Abstract

Hunter College, New York, New York Experimental findings on the perception of certain consonants are consistent with an articulatory feedback hypothesis that relates discontinuity of articulation to the discontinuous perception of what would be an acoustic continuum. An extension to a phonemic distinction in which an articulatory and an acoustic continuum are possible would lead one to expect no discrimination peaks in the perception. This extension of the hypothesis has been tested on the feature of relative vowel duration, by which words can be minimally distinguished in the Thai language. Fourteen length variants generated by tape cutting from the long member of a minimal pair of words were identified phonemically by Thai subjects with a definite but not sharp phoneme boundary.

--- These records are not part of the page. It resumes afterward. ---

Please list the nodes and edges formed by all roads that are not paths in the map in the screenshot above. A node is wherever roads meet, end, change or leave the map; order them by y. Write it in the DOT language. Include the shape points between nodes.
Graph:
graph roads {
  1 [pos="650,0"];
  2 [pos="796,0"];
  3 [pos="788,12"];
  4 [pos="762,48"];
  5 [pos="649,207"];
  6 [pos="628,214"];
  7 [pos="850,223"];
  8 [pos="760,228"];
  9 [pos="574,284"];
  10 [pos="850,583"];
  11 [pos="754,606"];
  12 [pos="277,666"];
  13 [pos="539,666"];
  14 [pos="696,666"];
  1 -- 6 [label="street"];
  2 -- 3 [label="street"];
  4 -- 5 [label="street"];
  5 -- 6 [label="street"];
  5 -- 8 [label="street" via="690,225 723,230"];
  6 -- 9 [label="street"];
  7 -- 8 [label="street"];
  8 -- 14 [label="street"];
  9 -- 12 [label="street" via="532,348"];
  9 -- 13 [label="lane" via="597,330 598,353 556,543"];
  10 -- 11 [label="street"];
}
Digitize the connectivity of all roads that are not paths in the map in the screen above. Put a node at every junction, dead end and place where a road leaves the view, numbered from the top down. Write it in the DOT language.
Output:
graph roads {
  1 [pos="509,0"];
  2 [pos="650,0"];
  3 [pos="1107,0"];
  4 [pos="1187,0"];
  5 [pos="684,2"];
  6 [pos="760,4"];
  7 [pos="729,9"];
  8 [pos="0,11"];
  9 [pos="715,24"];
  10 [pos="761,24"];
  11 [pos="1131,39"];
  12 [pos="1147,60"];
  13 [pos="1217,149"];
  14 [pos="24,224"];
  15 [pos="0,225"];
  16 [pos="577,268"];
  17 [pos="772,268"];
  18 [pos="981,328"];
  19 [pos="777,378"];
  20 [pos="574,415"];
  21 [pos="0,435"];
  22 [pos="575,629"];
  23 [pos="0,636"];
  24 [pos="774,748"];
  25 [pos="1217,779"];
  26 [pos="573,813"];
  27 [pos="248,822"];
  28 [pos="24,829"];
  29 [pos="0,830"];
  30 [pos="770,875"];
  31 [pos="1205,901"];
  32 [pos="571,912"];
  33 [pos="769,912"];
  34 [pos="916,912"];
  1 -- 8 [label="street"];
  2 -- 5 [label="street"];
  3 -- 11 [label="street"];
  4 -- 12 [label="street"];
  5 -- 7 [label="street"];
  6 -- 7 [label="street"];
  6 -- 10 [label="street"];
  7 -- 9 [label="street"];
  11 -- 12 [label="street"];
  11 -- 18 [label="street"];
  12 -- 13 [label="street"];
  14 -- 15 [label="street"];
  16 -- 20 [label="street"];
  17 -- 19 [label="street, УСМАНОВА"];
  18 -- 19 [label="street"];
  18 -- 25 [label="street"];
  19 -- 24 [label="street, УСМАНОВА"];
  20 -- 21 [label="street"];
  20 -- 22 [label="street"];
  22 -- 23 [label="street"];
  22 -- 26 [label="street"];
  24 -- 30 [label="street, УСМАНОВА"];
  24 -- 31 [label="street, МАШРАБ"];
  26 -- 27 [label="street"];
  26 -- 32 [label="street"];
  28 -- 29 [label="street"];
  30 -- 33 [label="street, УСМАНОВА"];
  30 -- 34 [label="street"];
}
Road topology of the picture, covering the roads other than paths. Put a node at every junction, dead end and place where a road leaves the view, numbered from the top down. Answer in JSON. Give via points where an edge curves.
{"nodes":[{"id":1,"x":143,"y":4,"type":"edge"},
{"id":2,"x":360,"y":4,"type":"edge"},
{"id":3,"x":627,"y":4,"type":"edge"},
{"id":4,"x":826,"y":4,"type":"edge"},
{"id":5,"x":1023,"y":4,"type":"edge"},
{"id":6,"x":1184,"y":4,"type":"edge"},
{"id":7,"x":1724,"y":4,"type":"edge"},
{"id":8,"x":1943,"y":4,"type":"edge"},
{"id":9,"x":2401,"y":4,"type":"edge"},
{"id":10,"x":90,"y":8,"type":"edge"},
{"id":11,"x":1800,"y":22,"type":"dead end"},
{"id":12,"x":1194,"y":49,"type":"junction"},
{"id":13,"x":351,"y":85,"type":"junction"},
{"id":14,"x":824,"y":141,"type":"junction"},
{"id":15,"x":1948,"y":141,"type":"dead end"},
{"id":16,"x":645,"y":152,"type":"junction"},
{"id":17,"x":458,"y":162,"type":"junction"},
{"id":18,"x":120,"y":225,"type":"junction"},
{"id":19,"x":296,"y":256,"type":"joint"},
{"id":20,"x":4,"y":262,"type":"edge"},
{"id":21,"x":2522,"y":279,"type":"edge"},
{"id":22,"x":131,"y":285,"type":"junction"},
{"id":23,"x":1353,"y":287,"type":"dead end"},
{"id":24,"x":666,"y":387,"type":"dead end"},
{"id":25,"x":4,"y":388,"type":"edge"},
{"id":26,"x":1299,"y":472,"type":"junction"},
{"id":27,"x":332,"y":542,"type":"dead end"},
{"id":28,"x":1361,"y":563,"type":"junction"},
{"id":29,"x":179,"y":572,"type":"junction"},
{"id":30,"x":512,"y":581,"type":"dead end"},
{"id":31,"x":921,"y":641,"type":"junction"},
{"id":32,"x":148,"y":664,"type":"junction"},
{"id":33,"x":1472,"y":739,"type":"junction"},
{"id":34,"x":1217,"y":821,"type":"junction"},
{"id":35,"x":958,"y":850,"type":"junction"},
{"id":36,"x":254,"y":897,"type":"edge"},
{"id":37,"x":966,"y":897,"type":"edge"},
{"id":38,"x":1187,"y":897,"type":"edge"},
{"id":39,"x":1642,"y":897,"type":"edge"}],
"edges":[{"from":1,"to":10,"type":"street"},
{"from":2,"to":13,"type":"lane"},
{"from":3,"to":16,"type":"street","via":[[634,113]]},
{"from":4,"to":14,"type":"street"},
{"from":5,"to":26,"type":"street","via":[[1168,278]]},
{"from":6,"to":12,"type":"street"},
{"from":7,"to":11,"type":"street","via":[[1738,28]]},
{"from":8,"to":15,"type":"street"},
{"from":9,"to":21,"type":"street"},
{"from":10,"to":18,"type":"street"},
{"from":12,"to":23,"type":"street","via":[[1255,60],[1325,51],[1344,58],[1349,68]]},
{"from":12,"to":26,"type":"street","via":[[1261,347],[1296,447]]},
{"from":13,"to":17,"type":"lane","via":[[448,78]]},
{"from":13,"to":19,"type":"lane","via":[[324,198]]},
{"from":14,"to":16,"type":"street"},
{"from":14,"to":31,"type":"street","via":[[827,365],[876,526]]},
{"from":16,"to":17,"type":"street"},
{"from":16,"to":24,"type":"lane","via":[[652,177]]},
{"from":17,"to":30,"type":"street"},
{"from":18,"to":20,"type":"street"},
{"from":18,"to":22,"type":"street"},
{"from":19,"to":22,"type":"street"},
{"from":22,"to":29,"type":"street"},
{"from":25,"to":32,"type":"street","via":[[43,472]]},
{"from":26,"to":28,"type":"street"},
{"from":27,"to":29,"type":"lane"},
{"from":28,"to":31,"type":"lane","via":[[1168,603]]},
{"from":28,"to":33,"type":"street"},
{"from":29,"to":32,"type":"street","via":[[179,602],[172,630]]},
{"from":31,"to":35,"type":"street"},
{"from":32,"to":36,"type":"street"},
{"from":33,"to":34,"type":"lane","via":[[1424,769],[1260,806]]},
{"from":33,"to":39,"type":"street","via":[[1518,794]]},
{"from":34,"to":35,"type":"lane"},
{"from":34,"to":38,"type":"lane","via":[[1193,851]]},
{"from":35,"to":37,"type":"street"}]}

In forced-choice discrimination tests, the Thai speakers showed no discrimination peak at the phoneme boundary, and, in mimicry experiments, they tracked the stimuli continuously, equally well at the phoneme boundary and within the phoneme category. These results contribute to the validation of the hypothesis. For the purpose of making a cross-language comparison, American subjects were also tested. In their mimicry and discrimination of the stimuli, they behaved as the Thai did. In the identification test, the American subjects labeled the stimuli as “short” or “long” (since no phoneme boundary was relevant), but showed a wider range of indeterminacy and greater context effects than the Thai.